Chung Wai Ho

Personal information
- Full name: Chung Wai Ho
- Date of birth: 17 November 1990 (age 35)
- Place of birth: Hong Kong
- Height: 1.77 m (5 ft 10 in)
- Position: Goalkeeper

Senior career*
- Years: Team / Apps / (Gls)
- 2008–2009: Eastern / 0 / (0)
- 2009–2013: Gospel / 59 / (0)
- 2013–2014: Yuen Long / 1 / (0)
- 2014–2015: Yau Tsim Mong / 19 / (0)
- 2015–2016: Citizen / 25 / (0)
- 2016–2017: Wong Tai Sin / 14 / (0)
- 2017–2018: Citizen / 26 / (0)
- 2018–2021: Happy Valley / 28 / (0)
- 2021–2024: Kowloon City / 47 / (0)
- 2024: South China / 6 / (0)
- 2025–: Kui Tan / 4 / (0)

= Chung Wai Ho =

Hong Kong footballer

Chung Wai Ho (鍾偉豪; born 17 November 1990) is a former Hong Kong professional footballer who played as a goalkeeper.

==Club career==
Chung started his professional career with Eastern.

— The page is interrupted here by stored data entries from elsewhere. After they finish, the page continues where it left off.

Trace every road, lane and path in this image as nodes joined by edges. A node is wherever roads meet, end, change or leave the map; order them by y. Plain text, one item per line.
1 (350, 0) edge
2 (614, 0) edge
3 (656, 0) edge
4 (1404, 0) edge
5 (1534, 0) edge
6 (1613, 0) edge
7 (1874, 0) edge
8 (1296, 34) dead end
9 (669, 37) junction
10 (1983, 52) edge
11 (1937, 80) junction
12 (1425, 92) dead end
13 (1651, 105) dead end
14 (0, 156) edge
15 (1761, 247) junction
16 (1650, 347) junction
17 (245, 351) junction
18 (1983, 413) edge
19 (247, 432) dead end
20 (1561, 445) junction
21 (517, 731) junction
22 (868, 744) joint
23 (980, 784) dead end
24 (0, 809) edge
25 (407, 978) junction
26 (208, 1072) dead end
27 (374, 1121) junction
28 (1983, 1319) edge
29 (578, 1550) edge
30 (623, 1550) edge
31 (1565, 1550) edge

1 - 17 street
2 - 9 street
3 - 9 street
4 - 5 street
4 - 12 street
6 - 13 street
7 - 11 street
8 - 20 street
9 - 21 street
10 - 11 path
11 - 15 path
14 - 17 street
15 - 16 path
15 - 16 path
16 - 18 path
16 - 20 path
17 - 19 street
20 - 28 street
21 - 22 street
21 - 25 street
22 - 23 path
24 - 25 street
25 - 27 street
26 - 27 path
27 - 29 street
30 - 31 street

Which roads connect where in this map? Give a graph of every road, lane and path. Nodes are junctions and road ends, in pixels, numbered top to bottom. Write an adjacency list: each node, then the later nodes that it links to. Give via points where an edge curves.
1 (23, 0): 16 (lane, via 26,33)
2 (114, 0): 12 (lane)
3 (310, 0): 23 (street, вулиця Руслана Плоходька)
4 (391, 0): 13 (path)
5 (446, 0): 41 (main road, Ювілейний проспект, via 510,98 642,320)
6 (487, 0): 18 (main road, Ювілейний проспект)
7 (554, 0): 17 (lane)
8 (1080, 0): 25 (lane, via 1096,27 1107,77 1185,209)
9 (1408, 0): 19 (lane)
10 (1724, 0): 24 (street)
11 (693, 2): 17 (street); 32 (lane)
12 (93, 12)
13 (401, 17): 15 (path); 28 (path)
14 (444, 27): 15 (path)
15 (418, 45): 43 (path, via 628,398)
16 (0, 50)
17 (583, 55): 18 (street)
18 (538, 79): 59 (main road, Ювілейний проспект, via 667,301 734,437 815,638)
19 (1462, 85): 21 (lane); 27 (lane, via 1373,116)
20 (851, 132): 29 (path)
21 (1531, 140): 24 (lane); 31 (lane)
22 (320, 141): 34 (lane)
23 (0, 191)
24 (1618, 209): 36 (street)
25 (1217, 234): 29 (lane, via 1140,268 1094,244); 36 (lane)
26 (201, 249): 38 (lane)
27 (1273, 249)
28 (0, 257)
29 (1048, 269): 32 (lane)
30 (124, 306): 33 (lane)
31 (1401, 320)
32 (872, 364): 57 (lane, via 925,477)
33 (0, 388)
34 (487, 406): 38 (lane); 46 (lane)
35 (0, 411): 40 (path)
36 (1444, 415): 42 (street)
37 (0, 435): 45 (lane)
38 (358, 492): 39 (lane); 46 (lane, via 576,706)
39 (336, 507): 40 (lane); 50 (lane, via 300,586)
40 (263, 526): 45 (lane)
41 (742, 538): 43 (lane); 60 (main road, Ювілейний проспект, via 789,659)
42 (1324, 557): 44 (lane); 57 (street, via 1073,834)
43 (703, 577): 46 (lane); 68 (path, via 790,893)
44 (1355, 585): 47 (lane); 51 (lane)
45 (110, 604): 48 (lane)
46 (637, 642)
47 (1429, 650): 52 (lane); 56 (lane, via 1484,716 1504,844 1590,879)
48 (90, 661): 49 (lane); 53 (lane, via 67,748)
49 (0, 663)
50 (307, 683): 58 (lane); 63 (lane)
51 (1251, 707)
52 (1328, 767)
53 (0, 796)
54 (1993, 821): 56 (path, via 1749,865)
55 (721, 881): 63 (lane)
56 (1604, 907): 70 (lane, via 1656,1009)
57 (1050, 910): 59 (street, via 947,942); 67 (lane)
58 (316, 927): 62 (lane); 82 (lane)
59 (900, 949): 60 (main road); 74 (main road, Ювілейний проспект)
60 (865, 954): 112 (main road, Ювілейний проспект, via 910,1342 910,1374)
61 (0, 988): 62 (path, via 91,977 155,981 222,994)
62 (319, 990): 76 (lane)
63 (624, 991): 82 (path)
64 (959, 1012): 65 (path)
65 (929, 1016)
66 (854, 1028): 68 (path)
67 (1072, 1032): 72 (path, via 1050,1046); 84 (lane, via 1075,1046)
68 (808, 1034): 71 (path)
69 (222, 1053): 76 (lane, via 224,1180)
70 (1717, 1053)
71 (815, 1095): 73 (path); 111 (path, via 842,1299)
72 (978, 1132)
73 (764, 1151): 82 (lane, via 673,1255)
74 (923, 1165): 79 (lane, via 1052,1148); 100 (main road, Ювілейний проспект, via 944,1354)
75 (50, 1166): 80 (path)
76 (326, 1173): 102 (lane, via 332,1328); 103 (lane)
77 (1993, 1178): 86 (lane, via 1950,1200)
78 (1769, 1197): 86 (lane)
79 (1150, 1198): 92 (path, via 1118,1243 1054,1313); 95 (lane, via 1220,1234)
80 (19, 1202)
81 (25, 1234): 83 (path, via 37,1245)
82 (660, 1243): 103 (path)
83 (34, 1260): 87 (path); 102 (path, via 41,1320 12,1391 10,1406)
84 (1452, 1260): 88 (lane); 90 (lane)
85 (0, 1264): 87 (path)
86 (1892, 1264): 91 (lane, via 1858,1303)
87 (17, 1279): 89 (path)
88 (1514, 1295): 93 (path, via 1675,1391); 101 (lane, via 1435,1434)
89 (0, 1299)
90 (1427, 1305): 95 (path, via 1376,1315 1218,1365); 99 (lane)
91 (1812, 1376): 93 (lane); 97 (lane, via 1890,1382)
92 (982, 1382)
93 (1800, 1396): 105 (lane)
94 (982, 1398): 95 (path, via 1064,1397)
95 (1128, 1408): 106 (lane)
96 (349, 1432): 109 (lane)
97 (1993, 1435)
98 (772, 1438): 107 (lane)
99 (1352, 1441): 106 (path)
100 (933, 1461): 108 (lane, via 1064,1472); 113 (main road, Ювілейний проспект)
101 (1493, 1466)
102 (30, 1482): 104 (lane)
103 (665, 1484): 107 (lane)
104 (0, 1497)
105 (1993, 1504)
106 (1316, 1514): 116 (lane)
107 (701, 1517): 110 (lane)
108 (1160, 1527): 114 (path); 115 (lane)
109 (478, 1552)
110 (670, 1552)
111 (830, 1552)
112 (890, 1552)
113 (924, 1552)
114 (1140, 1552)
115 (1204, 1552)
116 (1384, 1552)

In 2013, he signed for Yuen Long, where he made only one appearance.

After that, he also played for Yau Tsim Mong and Citizen.

In 2018, he signed for Happy Valley.

On 3 September 2021, Chung announced that he was retiring from professional football to focus on his day job while continuing as an amateur player for Kowloon City.